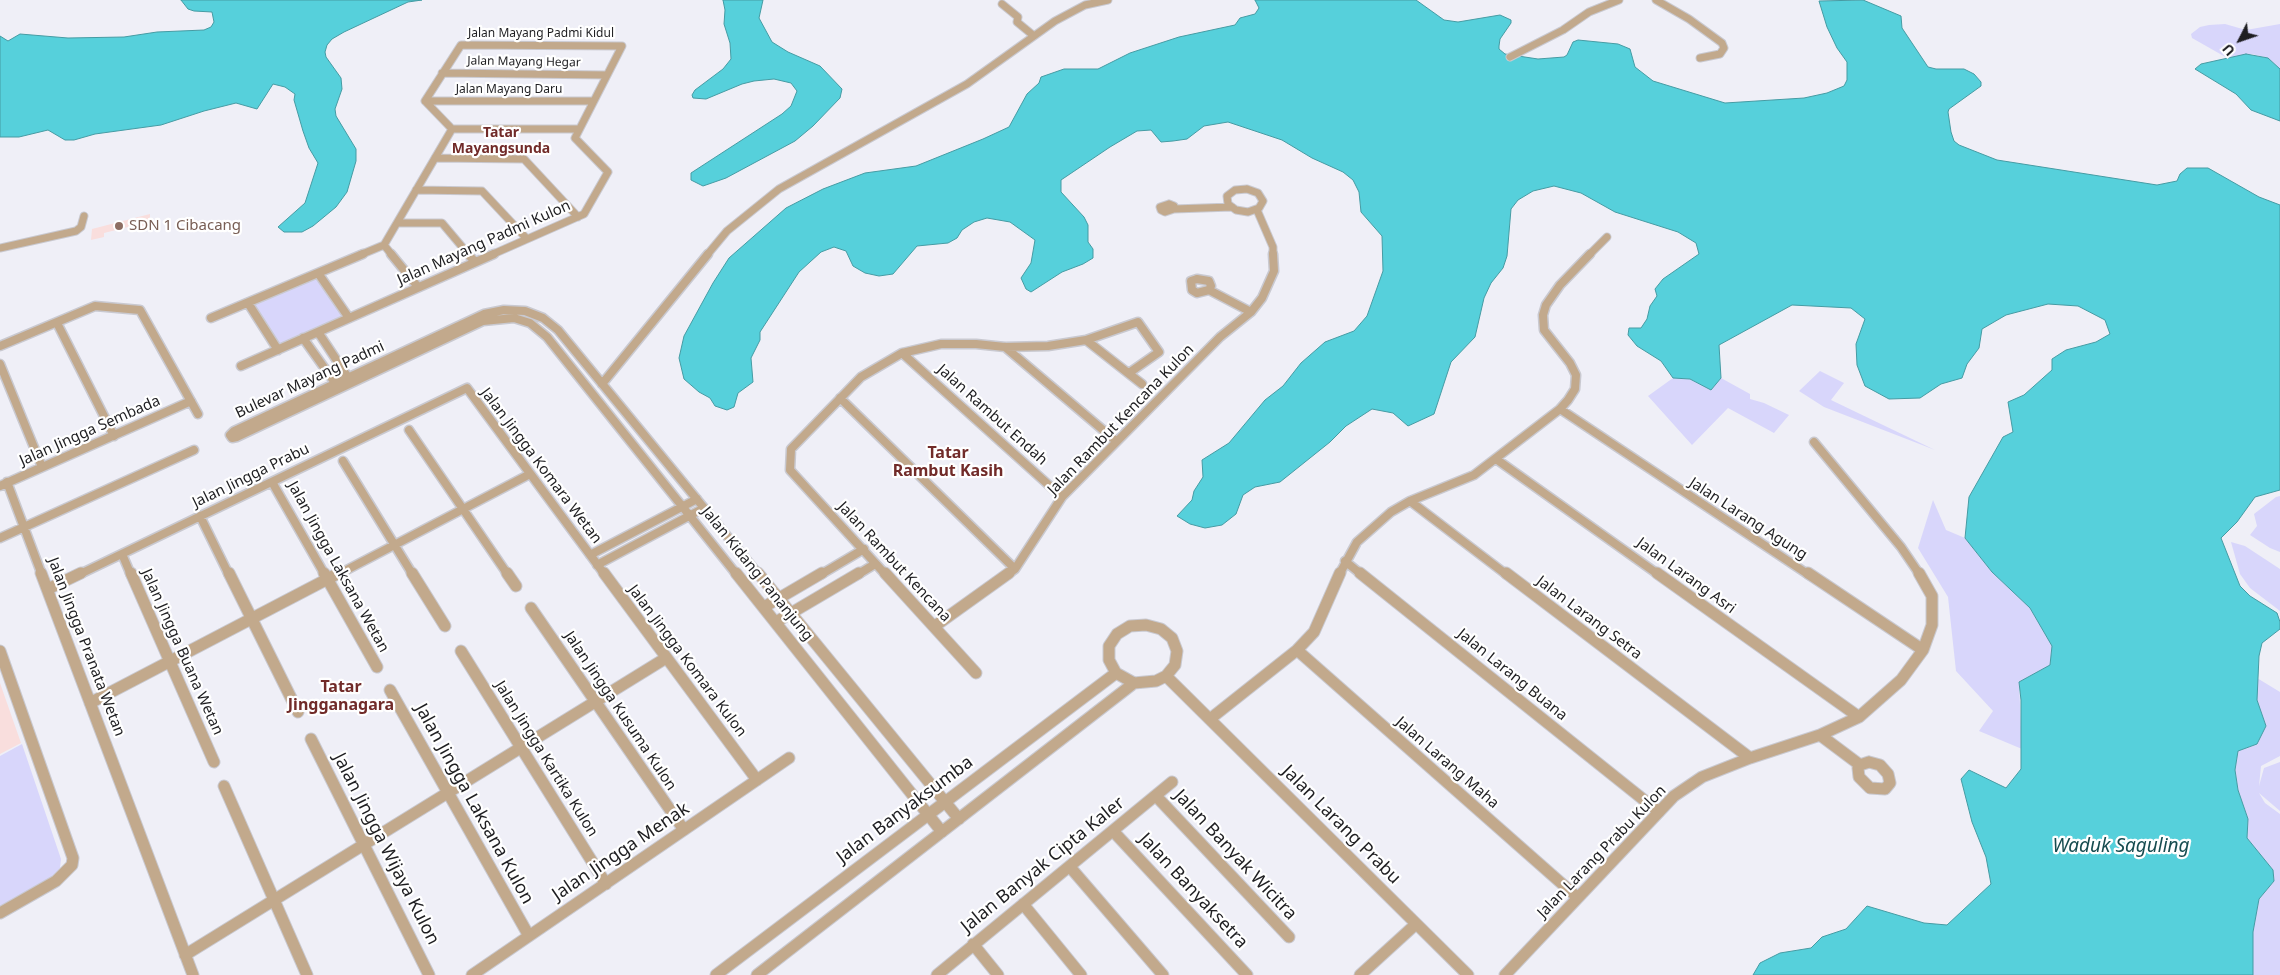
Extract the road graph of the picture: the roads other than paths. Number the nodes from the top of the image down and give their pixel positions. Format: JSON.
{"nodes":[{"id":1,"x":1108,"y":0,"type":"edge"},
{"id":2,"x":1619,"y":0,"type":"edge"},
{"id":3,"x":1656,"y":0,"type":"edge"},
{"id":4,"x":1002,"y":4,"type":"dead end"},
{"id":5,"x":1034,"y":36,"type":"junction"},
{"id":6,"x":1510,"y":57,"type":"dead end"},
{"id":7,"x":1700,"y":58,"type":"dead end"},
{"id":8,"x":442,"y":73,"type":"junction"},
{"id":9,"x":606,"y":75,"type":"junction"},
{"id":10,"x":425,"y":101,"type":"junction"},
{"id":11,"x":592,"y":101,"type":"junction"},
{"id":12,"x":452,"y":129,"type":"junction"},
{"id":13,"x":580,"y":129,"type":"junction"},
{"id":14,"x":435,"y":158,"type":"junction"},
{"id":15,"x":1238,"y":180,"type":"dead end"},
{"id":16,"x":416,"y":190,"type":"junction"},
{"id":17,"x":1241,"y":190,"type":"junction"},
{"id":18,"x":1232,"y":207,"type":"junction"},
{"id":19,"x":1174,"y":210,"type":"dead end"},
{"id":20,"x":1257,"y":210,"type":"junction"},
{"id":21,"x":84,"y":216,"type":"dead end"},
{"id":22,"x":578,"y":217,"type":"junction"},
{"id":23,"x":397,"y":222,"type":"junction"},
{"id":24,"x":2,"y":238,"type":"dead end"},
{"id":25,"x":1607,"y":238,"type":"dead end"},
{"id":26,"x":527,"y":239,"type":"junction"},
{"id":27,"x":384,"y":245,"type":"junction"},
{"id":28,"x":0,"y":249,"type":"edge"},
{"id":29,"x":475,"y":262,"type":"junction"},
{"id":30,"x":318,"y":273,"type":"junction"},
{"id":31,"x":418,"y":287,"type":"junction"},
{"id":32,"x":1210,"y":290,"type":"dead end"},
{"id":33,"x":248,"y":303,"type":"junction"},
{"id":34,"x":1251,"y":312,"type":"junction"},
{"id":35,"x":211,"y":318,"type":"dead end"},
{"id":36,"x":349,"y":318,"type":"junction"},
{"id":37,"x":57,"y":323,"type":"junction"},
{"id":38,"x":318,"y":332,"type":"junction"},
{"id":39,"x":561,"y":333,"type":"junction"},
{"id":40,"x":303,"y":338,"type":"junction"},
{"id":41,"x":549,"y":340,"type":"junction"},
{"id":42,"x":1086,"y":340,"type":"junction"},
{"id":43,"x":0,"y":346,"type":"edge"},
{"id":44,"x":1005,"y":347,"type":"junction"},
{"id":45,"x":278,"y":350,"type":"junction"},
{"id":46,"x":902,"y":353,"type":"junction"},
{"id":47,"x":0,"y":364,"type":"edge"},
{"id":48,"x":241,"y":366,"type":"dead end"},
{"id":49,"x":1129,"y":373,"type":"junction"},
{"id":50,"x":350,"y":381,"type":"junction"},
{"id":51,"x":602,"y":384,"type":"junction"},
{"id":52,"x":1142,"y":384,"type":"dead end"},
{"id":53,"x":337,"y":387,"type":"junction"},
{"id":54,"x":467,"y":388,"type":"joint"},
{"id":55,"x":840,"y":398,"type":"junction"},
{"id":56,"x":191,"y":401,"type":"junction"},
{"id":57,"x":1560,"y":409,"type":"junction"},
{"id":58,"x":198,"y":414,"type":"dead end"},
{"id":59,"x":409,"y":430,"type":"dead end"},
{"id":60,"x":114,"y":436,"type":"junction"},
{"id":61,"x":1116,"y":441,"type":"junction"},
{"id":62,"x":1814,"y":442,"type":"dead end"},
{"id":63,"x":194,"y":450,"type":"dead end"},
{"id":64,"x":1496,"y":459,"type":"junction"},
{"id":65,"x":343,"y":461,"type":"dead end"},
{"id":66,"x":42,"y":467,"type":"junction"},
{"id":67,"x":530,"y":474,"type":"junction"},
{"id":68,"x":272,"y":482,"type":"junction"},
{"id":69,"x":4,"y":484,"type":"edge"},
{"id":70,"x":1062,"y":497,"type":"junction"},
{"id":71,"x":697,"y":499,"type":"junction"},
{"id":72,"x":1410,"y":501,"type":"junction"},
{"id":73,"x":683,"y":506,"type":"junction"},
{"id":74,"x":463,"y":508,"type":"junction"},
{"id":75,"x":704,"y":508,"type":"junction"},
{"id":76,"x":691,"y":515,"type":"junction"},
{"id":77,"x":200,"y":516,"type":"junction"},
{"id":78,"x":24,"y":527,"type":"junction"},
{"id":79,"x":0,"y":538,"type":"edge"},
{"id":80,"x":395,"y":544,"type":"junction"},
{"id":81,"x":864,"y":549,"type":"junction"},
{"id":82,"x":122,"y":554,"type":"junction"},
{"id":83,"x":594,"y":560,"type":"junction"},
{"id":84,"x":1345,"y":561,"type":"junction"},
{"id":85,"x":875,"y":564,"type":"junction"},
{"id":86,"x":1015,"y":569,"type":"junction"},
{"id":87,"x":327,"y":579,"type":"junction"},
{"id":88,"x":516,"y":586,"type":"dead end"},
{"id":89,"x":48,"y":590,"type":"junction"},
{"id":90,"x":778,"y":598,"type":"junction"},
{"id":91,"x":764,"y":607,"type":"junction"},
{"id":92,"x":531,"y":608,"type":"dead end"},
{"id":93,"x":791,"y":614,"type":"junction"},
{"id":94,"x":251,"y":619,"type":"junction"},
{"id":95,"x":776,"y":622,"type":"junction"},
{"id":96,"x":446,"y":626,"type":"dead end"},
{"id":97,"x":935,"y":626,"type":"junction"},
{"id":98,"x":1297,"y":650,"type":"junction"},
{"id":99,"x":1923,"y":650,"type":"junction"},
{"id":100,"x":0,"y":651,"type":"edge"},
{"id":101,"x":461,"y":651,"type":"dead end"},
{"id":102,"x":666,"y":658,"type":"junction"},
{"id":103,"x":170,"y":661,"type":"junction"},
{"id":104,"x":377,"y":667,"type":"dead end"},
{"id":105,"x":976,"y":673,"type":"dead end"},
{"id":106,"x":1116,"y":673,"type":"junction"},
{"id":107,"x":1166,"y":676,"type":"junction"},
{"id":108,"x":1134,"y":683,"type":"junction"},
{"id":109,"x":390,"y":690,"type":"dead end"},
{"id":110,"x":596,"y":702,"type":"junction"},
{"id":111,"x":90,"y":703,"type":"junction"},
{"id":112,"x":298,"y":712,"type":"dead end"},
{"id":113,"x":1859,"y":717,"type":"junction"},
{"id":114,"x":1210,"y":719,"type":"junction"},
{"id":115,"x":1820,"y":735,"type":"junction"},
{"id":116,"x":311,"y":739,"type":"dead end"},
{"id":117,"x":521,"y":748,"type":"junction"},
{"id":118,"x":789,"y":758,"type":"dead end"},
{"id":119,"x":1750,"y":758,"type":"junction"},
{"id":120,"x":214,"y":762,"type":"dead end"},
{"id":121,"x":1860,"y":765,"type":"dead end"},
{"id":122,"x":757,"y":780,"type":"junction"},
{"id":123,"x":1172,"y":782,"type":"dead end"},
{"id":124,"x":224,"y":786,"type":"dead end"},
{"id":125,"x":448,"y":793,"type":"junction"},
{"id":126,"x":1156,"y":796,"type":"junction"},
{"id":127,"x":945,"y":802,"type":"junction"},
{"id":128,"x":1659,"y":812,"type":"junction"},
{"id":129,"x":929,"y":814,"type":"junction"},
{"id":130,"x":959,"y":819,"type":"junction"},
{"id":131,"x":684,"y":830,"type":"junction"},
{"id":132,"x":1113,"y":831,"type":"junction"},
{"id":133,"x":942,"y":832,"type":"junction"},
{"id":134,"x":364,"y":844,"type":"junction"},
{"id":135,"x":1070,"y":867,"type":"junction"},
{"id":136,"x":606,"y":884,"type":"junction"},
{"id":137,"x":1577,"y":897,"type":"junction"},
{"id":138,"x":275,"y":900,"type":"junction"},
{"id":139,"x":1023,"y":904,"type":"junction"},
{"id":140,"x":0,"y":913,"type":"edge"},
{"id":141,"x":1416,"y":924,"type":"junction"},
{"id":142,"x":529,"y":936,"type":"junction"},
{"id":143,"x":1289,"y":937,"type":"dead end"},
{"id":144,"x":973,"y":944,"type":"junction"},
{"id":145,"x":185,"y":955,"type":"junction"},
{"id":146,"x":193,"y":975,"type":"edge"},
{"id":147,"x":307,"y":975,"type":"edge"},
{"id":148,"x":429,"y":975,"type":"edge"},
{"id":149,"x":472,"y":975,"type":"edge"},
{"id":150,"x":716,"y":975,"type":"edge"},
{"id":151,"x":757,"y":975,"type":"edge"},
{"id":152,"x":937,"y":975,"type":"edge"},
{"id":153,"x":998,"y":975,"type":"edge"},
{"id":154,"x":1081,"y":975,"type":"edge"},
{"id":155,"x":1163,"y":975,"type":"edge"},
{"id":156,"x":1248,"y":975,"type":"edge"},
{"id":157,"x":1360,"y":975,"type":"edge"},
{"id":158,"x":1468,"y":975,"type":"edge"},
{"id":159,"x":1506,"y":975,"type":"edge"}],
"edges":[{"from":1,"to":5,"type":"street"},
{"from":2,"to":6,"type":"street"},
{"from":3,"to":7,"type":"street"},
{"from":4,"to":5,"type":"street"},
{"from":5,"to":51,"type":"street"},
{"from":8,"to":9,"type":"street","name":"Jalan Mayang Hegar"},
{"from":8,"to":9,"type":"street","name":"Jalan Mayang Padmi Kidul"},
{"from":8,"to":10,"type":"street"},
{"from":9,"to":11,"type":"street"},
{"from":10,"to":11,"type":"street","name":"Jalan Mayang Daru"},
{"from":10,"to":12,"type":"street"},
{"from":11,"to":13,"type":"street"},
{"from":12,"to":13,"type":"street"},
{"from":12,"to":14,"type":"street"},
{"from":13,"to":22,"type":"street","name":"Jalan Mayang Padmi Kulon"},
{"from":14,"to":16,"type":"street"},
{"from":14,"to":22,"type":"street"},
{"from":15,"to":17,"type":"street"},
{"from":16,"to":23,"type":"street"},
{"from":16,"to":26,"type":"street"},
{"from":17,"to":18,"type":"street"},
{"from":17,"to":20,"type":"street"},
{"from":18,"to":19,"type":"street"},
{"from":18,"to":20,"type":"street"},
{"from":20,"to":34,"type":"street","name":"Jalan Rambut Kencana Kulon"},
{"from":21,"to":28,"type":"street"},
{"from":22,"to":26,"type":"street","name":"Jalan Mayang Padmi Kulon"},
{"from":23,"to":27,"type":"street"},
{"from":23,"to":29,"type":"street"},
{"from":24,"to":28,"type":"street"},
{"from":25,"to":57,"type":"street"},
{"from":26,"to":29,"type":"street","name":"Jalan Mayang Padmi Kulon"},
{"from":27,"to":30,"type":"street"},
{"from":27,"to":31,"type":"street"},
{"from":29,"to":31,"type":"street","name":"Jalan Mayang Padmi Kulon"},
{"from":30,"to":33,"type":"street"},
{"from":30,"to":36,"type":"street"},
{"from":31,"to":36,"type":"street","name":"Jalan Mayang Padmi Kulon"},
{"from":32,"to":34,"type":"street"},
{"from":33,"to":35,"type":"street"},
{"from":33,"to":45,"type":"street"},
{"from":34,"to":61,"type":"street","name":"Jalan Rambut Kencana Kulon"},
{"from":36,"to":38,"type":"street","name":"Jalan Mayang Padmi Kulon"},
{"from":37,"to":43,"type":"street"},
{"from":37,"to":56,"type":"street"},
{"from":37,"to":60,"type":"street"},
{"from":38,"to":40,"type":"street","name":"Jalan Mayang Padmi Kulon"},
{"from":38,"to":50,"type":"street"},
{"from":39,"to":41,"type":"street"},
{"from":39,"to":50,"type":"street","name":"Bulevar Mayang Padmi"},
{"from":39,"to":51,"type":"street","name":"Jalan Kidang Pananjung"},
{"from":40,"to":45,"type":"street","name":"Jalan Mayang Padmi Kulon"},
{"from":40,"to":53,"type":"street"},
{"from":41,"to":50,"type":"street","name":"Bulevar Mayang Padmi"},
{"from":41,"to":73,"type":"street","name":"Jalan Kidang Pananjung"},
{"from":42,"to":44,"type":"street"},
{"from":42,"to":49,"type":"street"},
{"from":42,"to":49,"type":"street"},
{"from":44,"to":46,"type":"street"},
{"from":44,"to":61,"type":"street"},
{"from":45,"to":48,"type":"street","name":"Jalan Mayang Padmi Kulon"},
{"from":46,"to":55,"type":"street"},
{"from":46,"to":70,"type":"street","name":"Jalan Rambut Endah"},
{"from":47,"to":66,"type":"street"},
{"from":49,"to":52,"type":"street"},
{"from":50,"to":53,"type":"street","name":"Bulevar Mayang Padmi"},
{"from":51,"to":71,"type":"street","name":"Jalan Kidang Pananjung"},
{"from":53,"to":53,"type":"street","name":"Bulevar Mayang Padmi"},
{"from":54,"to":67,"type":"street","name":"Jalan Jingga Komara Wetan"},
{"from":54,"to":68,"type":"street","name":"Jalan Jingga Prabu"},
{"from":55,"to":81,"type":"street","name":"Jalan Rambut Kencana"},
{"from":55,"to":86,"type":"street"},
{"from":56,"to":58,"type":"street"},
{"from":56,"to":60,"type":"street","name":"Jalan Jingga Sembada"},
{"from":57,"to":64,"type":"street"},
{"from":57,"to":99,"type":"street","name":"Jalan Larang Agung"},
{"from":59,"to":74,"type":"street"},
{"from":60,"to":66,"type":"street","name":"Jalan Jingga Sembada"},
{"from":61,"to":70,"type":"street","name":"Jalan Rambut Kencana Kulon"},
{"from":62,"to":99,"type":"street","name":"Jalan Larang Prabu Kulon"},
{"from":63,"to":78,"type":"street"},
{"from":64,"to":72,"type":"street"},
{"from":64,"to":113,"type":"street","name":"Jalan Larang Asri"},
{"from":65,"to":80,"type":"street"},
{"from":66,"to":69,"type":"street","name":"Jalan Jingga Sembada"},
{"from":67,"to":74,"type":"street"},
{"from":67,"to":83,"type":"street","name":"Jalan Jingga Komara Wetan"},
{"from":68,"to":77,"type":"street","name":"Jalan Jingga Prabu"},
{"from":68,"to":87,"type":"street","name":"Jalan Jingga Laksana Wetan"},
{"from":69,"to":78,"type":"street","name":"Jalan Jingga Pranata Wetan"},
{"from":70,"to":86,"type":"street","name":"Jalan Rambut Kencana Kulon"},
{"from":71,"to":73,"type":"street"},
{"from":71,"to":75,"type":"street","name":"Jalan Kidang Pananjung"},
{"from":72,"to":84,"type":"street"},
{"from":72,"to":119,"type":"street","name":"Jalan Larang Setra"},
{"from":73,"to":76,"type":"street","name":"Jalan Kidang Pananjung"},
{"from":73,"to":83,"type":"street"},
{"from":74,"to":80,"type":"street"},
{"from":74,"to":88,"type":"street"},
{"from":75,"to":76,"type":"street"},
{"from":75,"to":90,"type":"street","name":"Jalan Kidang Pananjung"},
{"from":76,"to":83,"type":"street"},
{"from":76,"to":91,"type":"street","name":"Jalan Kidang Pananjung"},
{"from":77,"to":82,"type":"street","name":"Jalan Jingga Prabu"},
{"from":77,"to":94,"type":"street"},
{"from":78,"to":79,"type":"street"},
{"from":78,"to":89,"type":"street","name":"Jalan Jingga Pranata Wetan"},
{"from":80,"to":87,"type":"street"},
{"from":80,"to":96,"type":"street"},
{"from":81,"to":85,"type":"street","name":"Jalan Rambut Kencana"},
{"from":81,"to":90,"type":"street"},
{"from":82,"to":89,"type":"street","name":"Jalan Jingga Prabu"},
{"from":82,"to":103,"type":"street","name":"Jalan Jingga Buana Wetan"},
{"from":83,"to":102,"type":"street","name":"Jalan Jingga Komara Kulon"},
{"from":84,"to":98,"type":"street"},
{"from":84,"to":128,"type":"street","name":"Jalan Larang Buana"},
{"from":85,"to":93,"type":"street"},
{"from":85,"to":97,"type":"street","name":"Jalan Rambut Kencana"},
{"from":86,"to":97,"type":"street","name":"Jalan Rambut Kencana Kulon"},
{"from":87,"to":94,"type":"street"},
{"from":87,"to":104,"type":"street","name":"Jalan Jingga Laksana Wetan"},
{"from":89,"to":111,"type":"street","name":"Jalan Jingga Pranata Wetan"},
{"from":90,"to":91,"type":"street"},
{"from":90,"to":93,"type":"street","name":"Jalan Kidang Pananjung"},
{"from":91,"to":95,"type":"street","name":"Jalan Kidang Pananjung"},
{"from":92,"to":110,"type":"street","name":"Jalan Jingga Kusuma Kulon"},
{"from":93,"to":95,"type":"street"},
{"from":93,"to":127,"type":"street","name":"Jalan Kidang Pananjung"},
{"from":94,"to":103,"type":"street"},
{"from":94,"to":112,"type":"street"},
{"from":95,"to":129,"type":"street","name":"Jalan Kidang Pananjung"},
{"from":97,"to":105,"type":"street","name":"Jalan Rambut Kencana"},
{"from":98,"to":114,"type":"street"},
{"from":98,"to":137,"type":"street","name":"Jalan Larang Maha"},
{"from":99,"to":113,"type":"street","name":"Jalan Larang Prabu Kulon"},
{"from":100,"to":140,"type":"street"},
{"from":101,"to":117,"type":"street","name":"Jalan Jingga Kartika Kulon"},
{"from":102,"to":110,"type":"street"},
{"from":102,"to":122,"type":"street","name":"Jalan Jingga Komara Kulon"},
{"from":103,"to":111,"type":"street"},
{"from":103,"to":120,"type":"street","name":"Jalan Jingga Buana Wetan"},
{"from":106,"to":107,"type":"street"},
{"from":106,"to":108,"type":"street"},
{"from":106,"to":127,"type":"street","name":"Jalan Banyaksumba"},
{"from":107,"to":108,"type":"street"},
{"from":107,"to":114,"type":"street","name":"Jalan Larang Prabu"},
{"from":108,"to":130,"type":"street"},
{"from":109,"to":125,"type":"street","name":"Jalan Jingga Laksana Kulon"},
{"from":110,"to":117,"type":"street"},
{"from":110,"to":131,"type":"street","name":"Jalan Jingga Kusuma Kulon"},
{"from":111,"to":145,"type":"street","name":"Jalan Jingga Pranata Wetan"},
{"from":113,"to":115,"type":"street","name":"Jalan Larang Prabu Kulon"},
{"from":114,"to":141,"type":"street","name":"Jalan Larang Prabu"},
{"from":115,"to":119,"type":"street","name":"Jalan Larang Prabu Kulon"},
{"from":115,"to":121,"type":"street"},
{"from":116,"to":134,"type":"street","name":"Jalan Jingga Wijaya Kulon"},
{"from":117,"to":125,"type":"street"},
{"from":117,"to":136,"type":"street","name":"Jalan Jingga Kartika Kulon"},
{"from":118,"to":122,"type":"street","name":"Jalan Jingga Menak"},
{"from":119,"to":128,"type":"street","name":"Jalan Larang Prabu Kulon"},
{"from":122,"to":131,"type":"street","name":"Jalan Jingga Menak"},
{"from":123,"to":126,"type":"street","name":"Jalan Banyak Cipta Kaler"},
{"from":124,"to":138,"type":"street"},
{"from":125,"to":134,"type":"street"},
{"from":125,"to":142,"type":"street","name":"Jalan Jingga Laksana Kulon"},
{"from":126,"to":132,"type":"street","name":"Jalan Banyak Cipta Kaler"},
{"from":126,"to":143,"type":"street","name":"Jalan Banyak Wicitra"},
{"from":127,"to":129,"type":"street","name":"Jalan Banyaksumba"},
{"from":127,"to":130,"type":"street","name":"Jalan Kidang Pananjung"},
{"from":128,"to":137,"type":"street","name":"Jalan Larang Prabu Kulon"},
{"from":129,"to":133,"type":"street","name":"Jalan Kidang Pananjung"},
{"from":129,"to":150,"type":"street","name":"Jalan Banyaksumba"},
{"from":130,"to":133,"type":"street"},
{"from":131,"to":136,"type":"street","name":"Jalan Jingga Menak"},
{"from":132,"to":135,"type":"street","name":"Jalan Banyak Cipta Kaler"},
{"from":132,"to":156,"type":"street","name":"Jalan Banyaksetra"},
{"from":133,"to":151,"type":"street"},
{"from":134,"to":138,"type":"street"},
{"from":134,"to":148,"type":"street","name":"Jalan Jingga Wijaya Kulon"},
{"from":135,"to":139,"type":"street","name":"Jalan Banyak Cipta Kaler"},
{"from":135,"to":155,"type":"street"},
{"from":136,"to":142,"type":"street","name":"Jalan Jingga Menak"},
{"from":137,"to":159,"type":"street","name":"Jalan Larang Prabu Kulon"},
{"from":138,"to":145,"type":"street"},
{"from":138,"to":147,"type":"street"},
{"from":139,"to":144,"type":"street","name":"Jalan Banyak Cipta Kaler"},
{"from":139,"to":154,"type":"street"},
{"from":141,"to":157,"type":"street"},
{"from":141,"to":158,"type":"street","name":"Jalan Larang Prabu"},
{"from":142,"to":149,"type":"street","name":"Jalan Jingga Menak"},
{"from":144,"to":152,"type":"street","name":"Jalan Banyak Cipta Kaler"},
{"from":144,"to":153,"type":"street"},
{"from":145,"to":146,"type":"street","name":"Jalan Jingga Pranata Wetan"}]}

Task to complete: Across all the records above, how many lines hold the word "Komara"? Answer with only that number.

Response area: 4